Le CSM invité à un colloque international sur la santé au travail

Le Pr Philip Landrigan et le Dr Hervé Raps, représentants du Pôle de Santé Humaine du Centre Scientifique de Monaco, se sont récemment rendus à Bologne à l’occasion du colloque annuel du Collegium Ramazzini : « La santé au travail et la santé environnementale au 21e siècle : Stratégies pour faire face à une crise mondiale ».

Le Dr Hervé Raps est intervenu sur les liens entre changement climatique, santé humaine et pollution des océans.

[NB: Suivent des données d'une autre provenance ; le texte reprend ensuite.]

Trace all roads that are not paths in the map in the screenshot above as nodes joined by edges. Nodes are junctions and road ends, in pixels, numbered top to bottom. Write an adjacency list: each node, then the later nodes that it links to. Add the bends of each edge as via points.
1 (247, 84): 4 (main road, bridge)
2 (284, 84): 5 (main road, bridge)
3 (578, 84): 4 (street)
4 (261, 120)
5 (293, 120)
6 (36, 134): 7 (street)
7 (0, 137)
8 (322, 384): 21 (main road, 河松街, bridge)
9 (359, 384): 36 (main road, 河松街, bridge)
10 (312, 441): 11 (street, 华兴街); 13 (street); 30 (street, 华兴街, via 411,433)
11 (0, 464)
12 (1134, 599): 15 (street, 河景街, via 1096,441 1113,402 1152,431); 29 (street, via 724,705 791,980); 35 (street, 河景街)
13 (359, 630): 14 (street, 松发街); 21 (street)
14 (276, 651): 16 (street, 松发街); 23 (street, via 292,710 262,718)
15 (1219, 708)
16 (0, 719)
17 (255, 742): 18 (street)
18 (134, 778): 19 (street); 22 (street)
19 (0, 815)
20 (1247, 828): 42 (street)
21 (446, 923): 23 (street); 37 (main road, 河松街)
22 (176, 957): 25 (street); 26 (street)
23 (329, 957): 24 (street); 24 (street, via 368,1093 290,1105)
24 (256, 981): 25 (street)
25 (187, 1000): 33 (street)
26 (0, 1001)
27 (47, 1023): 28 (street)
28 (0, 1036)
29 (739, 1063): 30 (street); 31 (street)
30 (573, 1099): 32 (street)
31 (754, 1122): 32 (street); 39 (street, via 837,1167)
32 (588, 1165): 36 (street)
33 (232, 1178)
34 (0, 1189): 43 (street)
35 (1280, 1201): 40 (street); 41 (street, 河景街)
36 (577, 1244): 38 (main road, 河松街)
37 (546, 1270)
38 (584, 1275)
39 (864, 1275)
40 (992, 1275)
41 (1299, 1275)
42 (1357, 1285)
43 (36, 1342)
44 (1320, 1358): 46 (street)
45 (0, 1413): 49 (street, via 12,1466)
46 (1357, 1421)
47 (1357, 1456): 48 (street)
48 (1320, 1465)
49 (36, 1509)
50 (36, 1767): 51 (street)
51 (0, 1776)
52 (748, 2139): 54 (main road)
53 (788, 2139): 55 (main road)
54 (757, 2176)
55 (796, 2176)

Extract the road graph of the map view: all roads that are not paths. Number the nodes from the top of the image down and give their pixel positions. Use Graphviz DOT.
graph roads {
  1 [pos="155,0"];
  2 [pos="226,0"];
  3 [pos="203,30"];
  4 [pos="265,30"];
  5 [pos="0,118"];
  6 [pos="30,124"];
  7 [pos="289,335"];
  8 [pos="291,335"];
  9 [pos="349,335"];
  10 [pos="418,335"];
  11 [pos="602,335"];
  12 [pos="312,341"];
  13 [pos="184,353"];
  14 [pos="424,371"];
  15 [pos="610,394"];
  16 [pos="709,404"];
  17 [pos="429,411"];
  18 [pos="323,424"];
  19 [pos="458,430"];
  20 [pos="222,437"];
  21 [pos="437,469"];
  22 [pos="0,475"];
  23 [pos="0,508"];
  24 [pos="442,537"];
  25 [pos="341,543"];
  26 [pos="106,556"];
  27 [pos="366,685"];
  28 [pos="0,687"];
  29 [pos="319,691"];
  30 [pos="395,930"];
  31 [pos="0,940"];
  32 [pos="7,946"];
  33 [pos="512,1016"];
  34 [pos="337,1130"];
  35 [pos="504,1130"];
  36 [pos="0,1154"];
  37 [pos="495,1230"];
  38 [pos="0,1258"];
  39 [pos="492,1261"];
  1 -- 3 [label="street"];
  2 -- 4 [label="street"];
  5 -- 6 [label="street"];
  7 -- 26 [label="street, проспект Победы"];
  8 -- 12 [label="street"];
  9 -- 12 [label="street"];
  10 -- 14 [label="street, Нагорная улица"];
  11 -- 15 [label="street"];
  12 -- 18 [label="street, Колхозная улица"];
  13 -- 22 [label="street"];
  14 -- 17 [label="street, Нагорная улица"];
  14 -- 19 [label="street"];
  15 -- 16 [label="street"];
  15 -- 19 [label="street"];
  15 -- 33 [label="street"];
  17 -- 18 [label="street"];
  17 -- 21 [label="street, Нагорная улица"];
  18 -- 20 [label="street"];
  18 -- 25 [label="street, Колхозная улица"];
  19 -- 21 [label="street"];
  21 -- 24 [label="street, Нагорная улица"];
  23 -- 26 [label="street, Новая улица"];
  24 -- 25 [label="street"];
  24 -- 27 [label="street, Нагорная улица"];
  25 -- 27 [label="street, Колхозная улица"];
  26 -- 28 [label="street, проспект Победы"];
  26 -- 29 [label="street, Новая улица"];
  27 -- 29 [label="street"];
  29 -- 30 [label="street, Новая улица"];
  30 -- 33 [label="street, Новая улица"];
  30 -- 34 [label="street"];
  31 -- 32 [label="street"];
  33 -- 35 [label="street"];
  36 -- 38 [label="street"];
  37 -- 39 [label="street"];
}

La pollution des océans est une menace croissante pour la santé humaine, à la fois directement et par son impact sur les services écosystémiques fournis par les océans, et le changement climatique agit comme un multiplicateur de menace. Les sources de pollution des océans sont multiples : polluants chimiques (métaux lourds, hydrocarbures), polluants organiques (phosphore, azote) et, bien sûr, plastiques, mais leur origine est plus facile à déterminer : 80 % de la pollution marine est d'origine terrestre et provient des activités humaines. Largement répandue, cette pollution a des effets négatifs croissants sur la santé et le bien-être de l'homme, à la fois directement et par la dégradation des services écosystémiques fournis par l'océan (alimentaires, économiques). Comme d'autres formes de pollution, la pollution des océans affecte de manière disproportionnée les populations et les communautés les plus vulnérables.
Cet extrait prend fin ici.